Reserve Additions and Revisions During 2007, the Company added 252 MMBOE of proved reserves as a result of additions (purchases in place, discoveries, improved recovery and extensions) and revisions. The Company expects the majority of future reserve adds to come from positive revisions associated with infill drilling and extensions of current fields and new discoveries onshore in North America and the deepwaters of the Gulf of Mexico, as well as through improved recovery operations, purchases of proved properties in strategic areas and successful exploration in international growth areas. The success of these operations will directly impact reserve additions or revisions in the future.

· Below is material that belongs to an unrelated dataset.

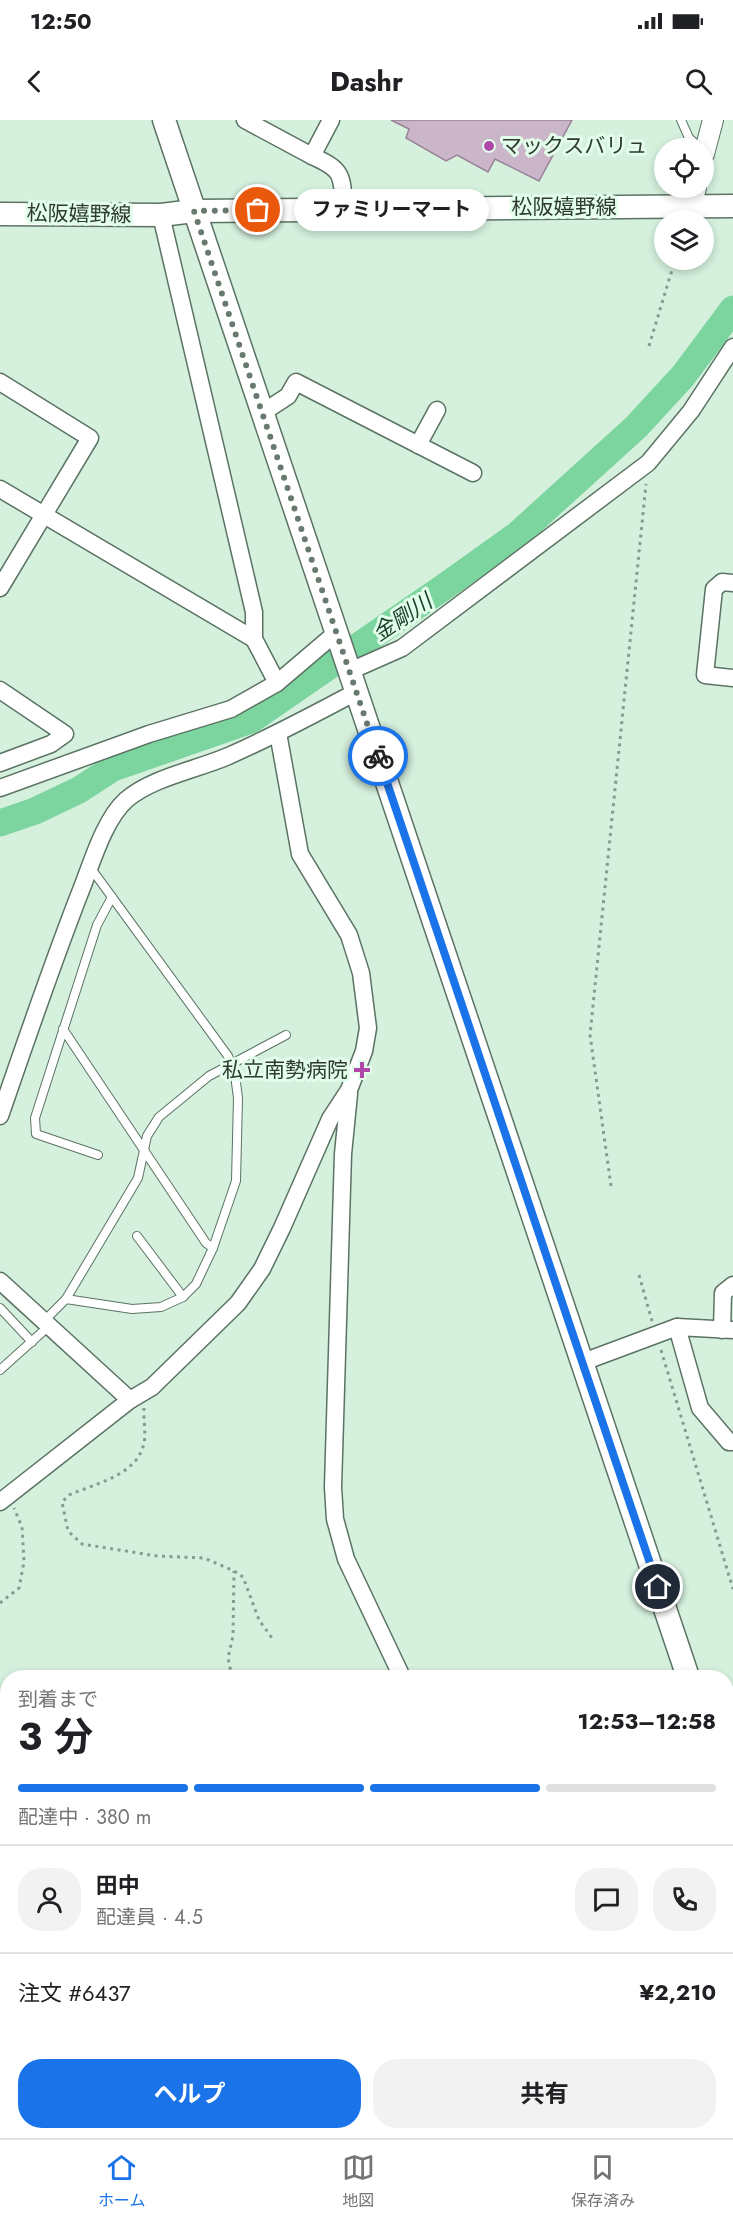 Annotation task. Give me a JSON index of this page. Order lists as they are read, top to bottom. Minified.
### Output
{"streets":{"main road":["松阪嬉野線"]},"water":["金剛川"],"places":{"other":["マックスバリュ","ファミリーマート"],"health":["私立南勢病院"]},"page":{"status":"12:50","header":"Dashr","bubble":"ファミリーマート","heading":["3 分","到着まで","12:53–12:58"],"panel":["田中","配達員 · 4.5","注文 #6437","¥2,210"],"bar":"配達中 · 380 m","buttons":["ヘルプ","共有"],"tabs":["ホーム","地図","保存済み"]}} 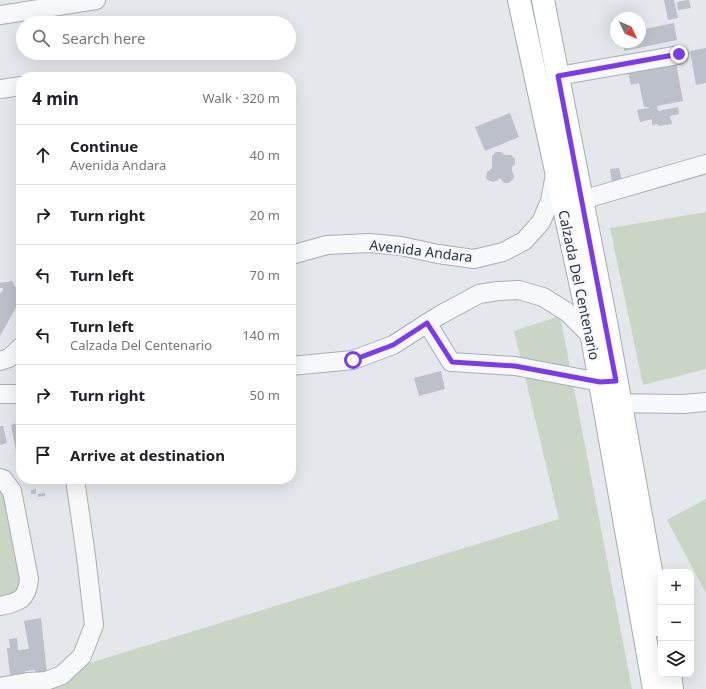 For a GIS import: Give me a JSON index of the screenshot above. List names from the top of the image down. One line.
{"streets":{"main road":["Calzada Del Centenario"],"street":["Avenida Andara"]},"crossings":[["Avenida Andara","Calzada Del Centenario"]],"north":"bottom right","page":{"search":"Search here","heading":["4 min","Walk · 320 m"],"list":[["Continue","Avenida Andara","40 m"],["Turn right","20 m"],["Turn left","70 m"],["Turn left","Calzada Del Centenario","140 m"],["Turn right","50 m"],"Arrive at destination"],"map_buttons":["+","−"]}}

Additions During 2007, Anadarko added 131 MMBOE of proved reserves. The Company added 130 MMBOE of proved reserves primarily as a result of successful drilling in coalbed methane and conventional plays of the Rockies and the initial recognition of proved reserves at the Peregrino field in Brazil. During 2006, Anadarko added 1,118 MMBOE of proved reserves. Of this amount, 1,030 MMBOE were related to purchases in place primarily associated with the acquisitions of Kerr-McGee and Western in August 2006. In addition, the Company added 88 MMBOE of proved reserves primarily as a result of successful drilling in core areas onshore in the United States. During 2005, Anadarko added 212 MMBOE of proved reserves. Of this amount, 207 MMBOE were added as a result of successful drilling in the deepwater Gulf of Mexico and fields in the north Louisiana Vernon, east Texas Bossier, west Texas Haley and Canadian Wild River areas and successful improved recovery operations in Wyoming.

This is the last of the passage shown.